Records for the task>
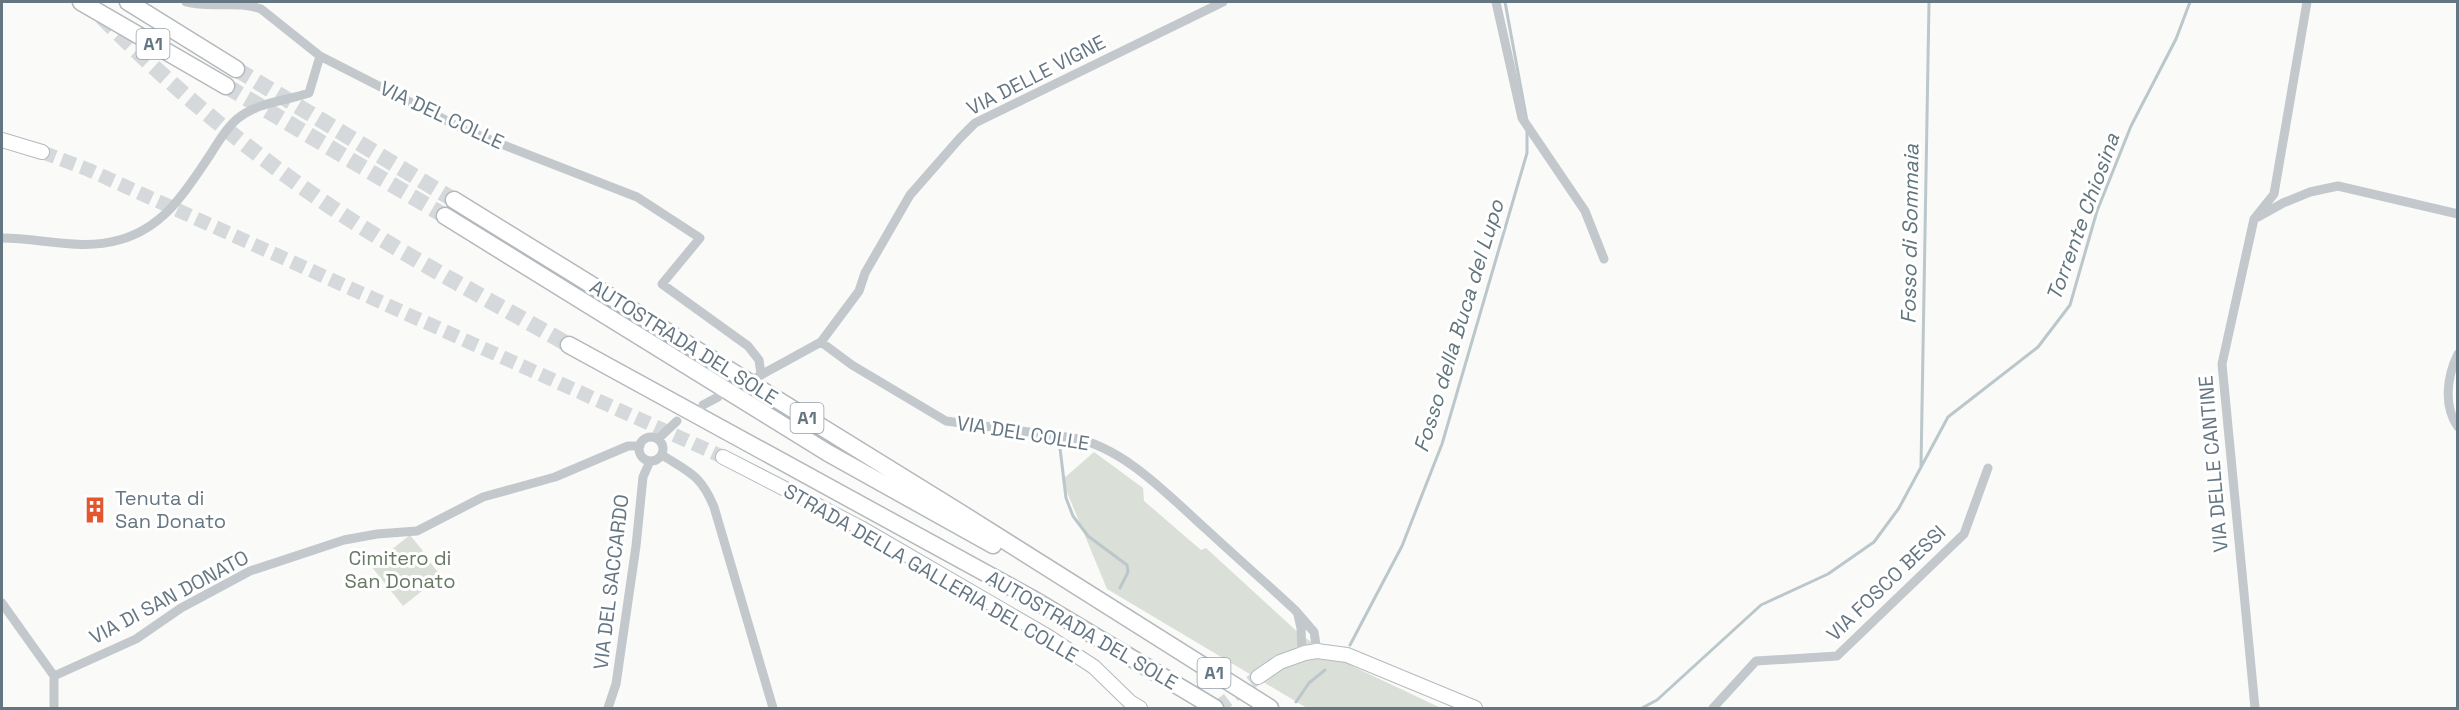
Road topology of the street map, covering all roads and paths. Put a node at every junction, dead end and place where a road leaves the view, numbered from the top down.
1 (81, 2) edge
2 (128, 2) edge
3 (186, 2) edge
4 (1223, 2) edge
5 (1496, 2) edge
6 (2307, 2) edge
7 (320, 56) junction
8 (236, 69) tunnel mouth
9 (226, 86) tunnel mouth
10 (2, 140) edge
11 (42, 152) tunnel mouth
12 (454, 201) tunnel mouth
13 (2457, 213) edge
14 (445, 216) tunnel mouth
15 (2254, 219) junction
16 (2, 238) edge
17 (1604, 259) dead end
18 (821, 342) junction
19 (569, 345) tunnel mouth
20 (2457, 354) edge
21 (718, 397) dead end
22 (703, 405) dead end
23 (677, 421) dead end
24 (2457, 427) edge
25 (658, 439) junction
26 (640, 446) junction
27 (662, 455) junction
28 (723, 456) tunnel mouth
29 (650, 461) junction
30 (1988, 468) dead end
31 (2, 603) edge
32 (1295, 610) junction
33 (1158, 638) junction
34 (1317, 651) junction
35 (1302, 654) junction
36 (54, 676) junction
37 (1258, 677) tunnel mouth
38 (1134, 706) edge
39 (54, 708) edge
40 (608, 708) edge
41 (773, 708) edge
42 (1215, 708) edge
43 (1270, 708) edge
44 (1475, 708) edge
45 (1713, 708) edge
46 (2255, 708) edge

1 - 9 highway, A1
2 - 8 highway, A1
3 - 7 street, VIA DEL COLLE
4 - 18 street, VIA DELLE VIGNE
5 - 17 street
6 - 15 street, VIA DELLE CANTINE
7 - 16 street
7 - 18 street, VIA DEL COLLE
10 - 11 main road
12 - 33 highway, AUTOSTRADA DEL SOLE / A1
13 - 15 street
14 - 33 highway, AUTOSTRADA DEL SOLE / A1
15 - 46 street, VIA DELLE CANTINE
18 - 32 street, VIA DEL COLLE
19 - 42 highway, AUTOSTRADA DEL SOLE / A1
20 - 24 street
21 - 22 street
23 - 25 street
25 - 26 street
25 - 27 street
26 - 29 street
26 - 36 street, VIA DI SAN DONATO
27 - 29 street
27 - 41 street
28 - 38 main road, STRADA DELLA GALLERIA DEL COLLE
29 - 40 street, VIA DEL SACCARDO
30 - 45 street, VIA FOSCO BESSI
31 - 36 street
32 - 34 street, VIA DEL COLLE
32 - 35 street
33 - 43 highway, AUTOSTRADA DEL SOLE / A1
34 - 35 main road
34 - 44 main road
35 - 37 main road
36 - 39 street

Directions> Your job is to transcribe the entries above exactly; skip the pictures.

Result of this task>
Road topology of the street map, covering all roads and paths. Put a node at every junction, dead end and place where a road leaves the view, numbered from the top down.
1 (81, 2) edge
2 (128, 2) edge
3 (186, 2) edge
4 (1223, 2) edge
5 (1496, 2) edge
6 (2307, 2) edge
7 (320, 56) junction
8 (236, 69) tunnel mouth
9 (226, 86) tunnel mouth
10 (2, 140) edge
11 (42, 152) tunnel mouth
12 (454, 201) tunnel mouth
13 (2457, 213) edge
14 (445, 216) tunnel mouth
15 (2254, 219) junction
16 (2, 238) edge
17 (1604, 259) dead end
18 (821, 342) junction
19 (569, 345) tunnel mouth
20 (2457, 354) edge
21 (718, 397) dead end
22 (703, 405) dead end
23 (677, 421) dead end
24 (2457, 427) edge
25 (658, 439) junction
26 (640, 446) junction
27 (662, 455) junction
28 (723, 456) tunnel mouth
29 (650, 461) junction
30 (1988, 468) dead end
31 (2, 603) edge
32 (1295, 610) junction
33 (1158, 638) junction
34 (1317, 651) junction
35 (1302, 654) junction
36 (54, 676) junction
37 (1258, 677) tunnel mouth
38 (1134, 706) edge
39 (54, 708) edge
40 (608, 708) edge
41 (773, 708) edge
42 (1215, 708) edge
43 (1270, 708) edge
44 (1475, 708) edge
45 (1713, 708) edge
46 (2255, 708) edge

1 - 9 highway, A1
2 - 8 highway, A1
3 - 7 street, VIA DEL COLLE
4 - 18 street, VIA DELLE VIGNE
5 - 17 street
6 - 15 street, VIA DELLE CANTINE
7 - 16 street
7 - 18 street, VIA DEL COLLE
10 - 11 main road
12 - 33 highway, AUTOSTRADA DEL SOLE / A1
13 - 15 street
14 - 33 highway, AUTOSTRADA DEL SOLE / A1
15 - 46 street, VIA DELLE CANTINE
18 - 32 street, VIA DEL COLLE
19 - 42 highway, AUTOSTRADA DEL SOLE / A1
20 - 24 street
21 - 22 street
23 - 25 street
25 - 26 street
25 - 27 street
26 - 29 street
26 - 36 street, VIA DI SAN DONATO
27 - 29 street
27 - 41 street
28 - 38 main road, STRADA DELLA GALLERIA DEL COLLE
29 - 40 street, VIA DEL SACCARDO
30 - 45 street, VIA FOSCO BESSI
31 - 36 street
32 - 34 street, VIA DEL COLLE
32 - 35 street
33 - 43 highway, AUTOSTRADA DEL SOLE / A1
34 - 35 main road
34 - 44 main road
35 - 37 main road
36 - 39 street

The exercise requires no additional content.